Alert reader Mandy sent us a padded envelope trove of stuff last week. She must have broke the bank, because I happen to know that post cards with blank backs are more expensive than ones that are filled in. Apparently, someone back in History was only a post card buyer, but not a sender. And he or she probably ate at King's Tropical Inn. Based on this, we can guess that they also ordered the "Jumbo Squab Dinner", took it home and stuck it in an attic for seventy years or so.

Some things never change. On the front of the card, we meet John G. King, our host, and presumed owner of the restaurant, but the name of the place is spelled "Kings", as if it's just named after a few monarchs. Okay, fine. Moving on....

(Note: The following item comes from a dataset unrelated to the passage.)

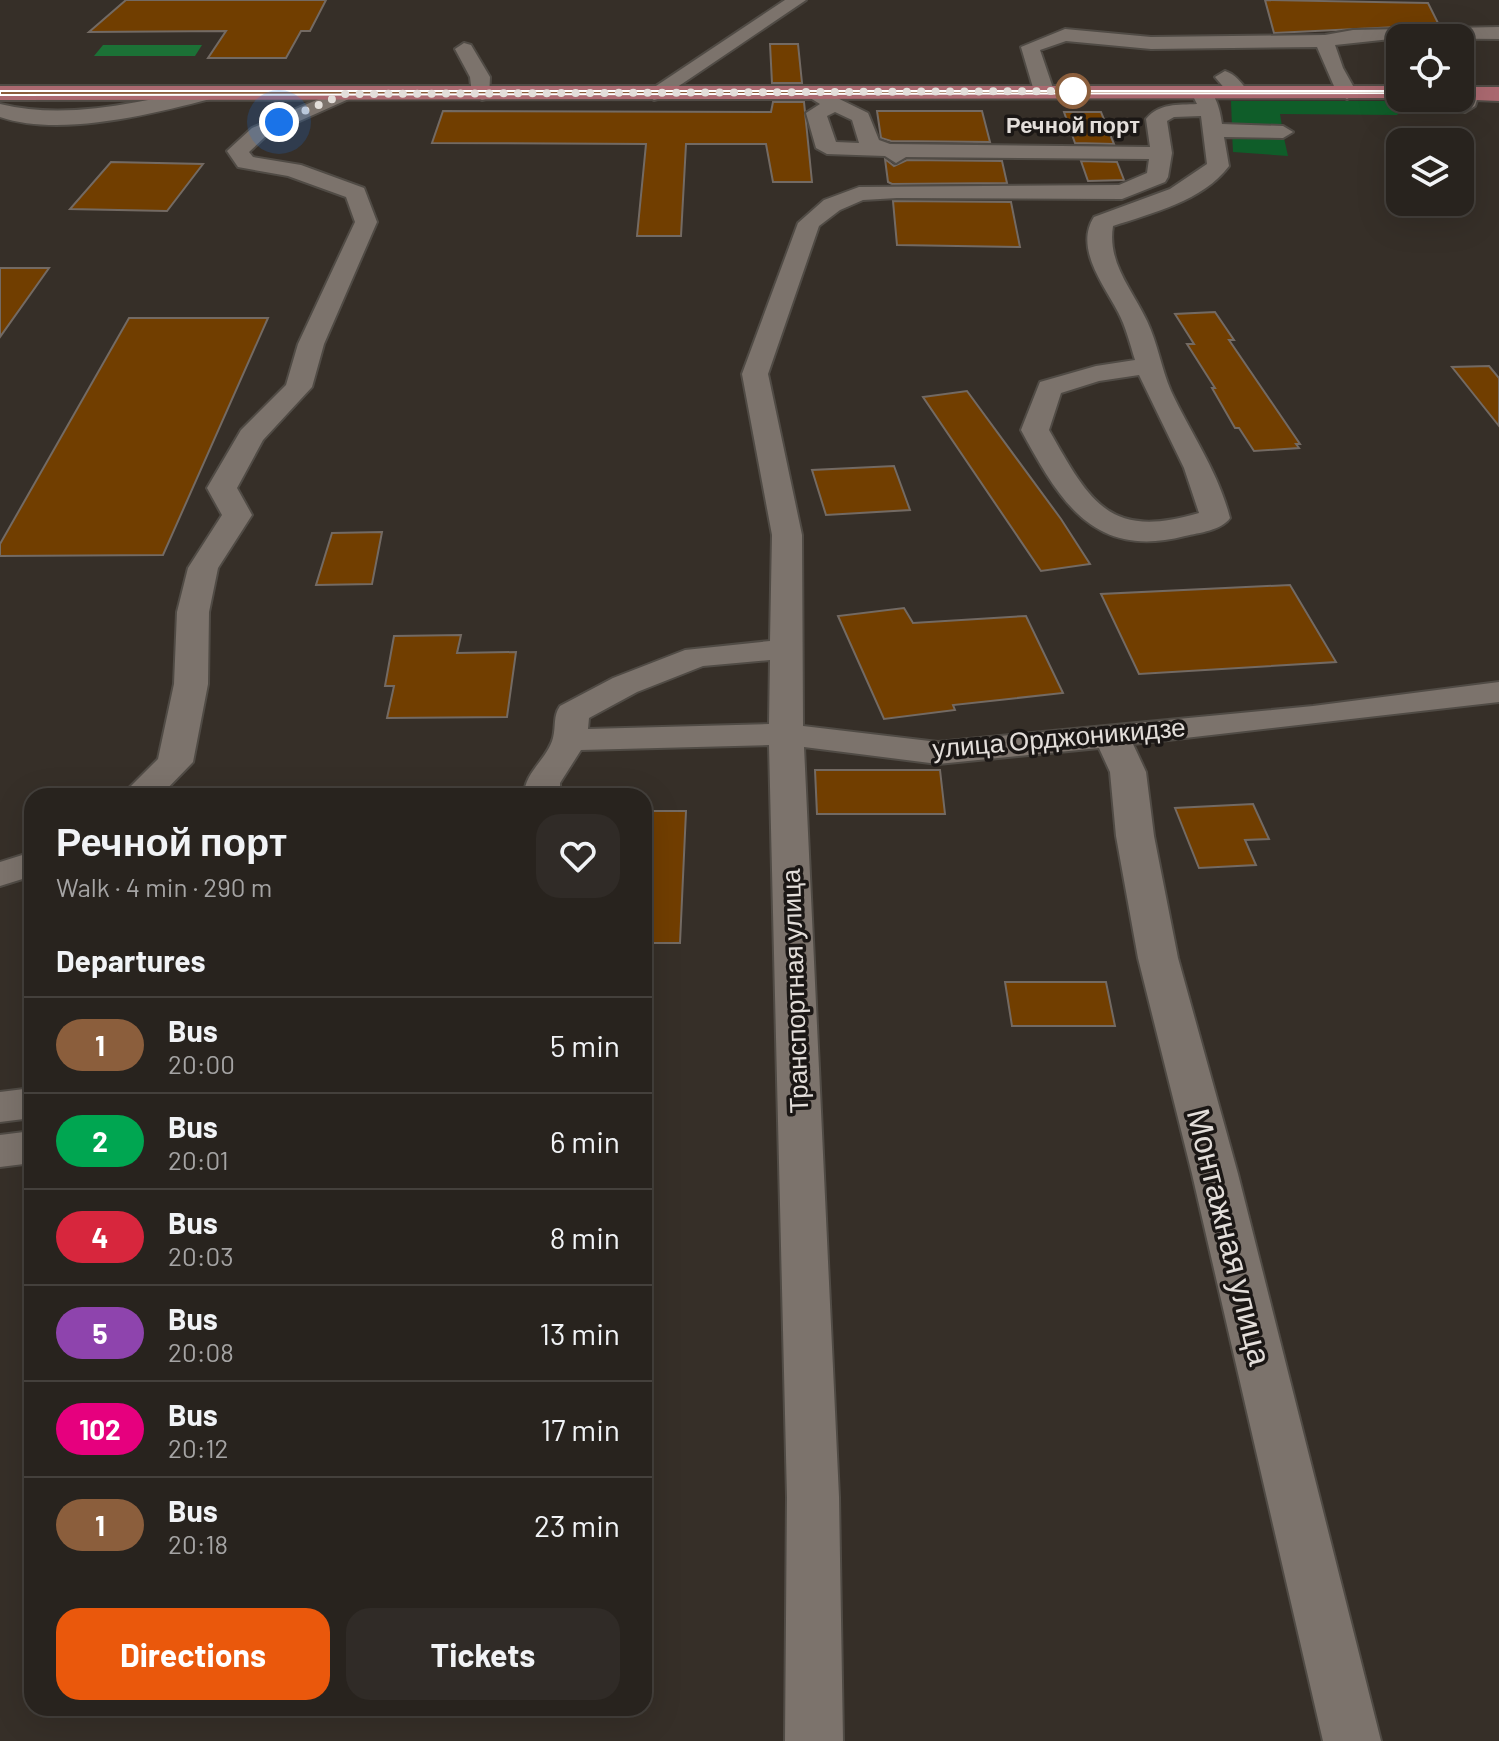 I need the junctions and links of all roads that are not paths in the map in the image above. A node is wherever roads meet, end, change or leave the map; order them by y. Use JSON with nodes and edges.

On the back, it's spelled with a possessive apostrophe, like Johnny King owns the place. So, what have we learned? Ignorance of your mother tongue is not a new invention. But hey! Walter Winchell! Who was he, anyway?

Walter Winchell (April 7, 1897 – February 20, 1972) was an American newspaper and radio gossip commentator, famous for attempting to destroy the careers of people both private and public whom he disliked.

Wow, he sounds like a great guy. Winchell looked like Steve Martin before everyone was doing it. So, was he a prescient Steve Martin impersonator, or was Steve Martin a Walter Winchell impersonator? Never made it without biting. Ask Mister Owl.

This post card is the fold-in-half kind with four pictures on it, so the story doesn't end once you flip it over.

The exterior of King's looked like some kind of casbah, but camel parking was surprisingly prohibited. So was painting lane stripes on the street. Crazy times.

Fake starry sky ceiling. Every table a booth. (Presumably) fake palm trees all over the place. I would totally eat here all the time. If there was a nightly floor show, I would frikkin live there.
So what's at the corner of Washington and Adams in L.A. now? Get ready to be typically disappointed, people!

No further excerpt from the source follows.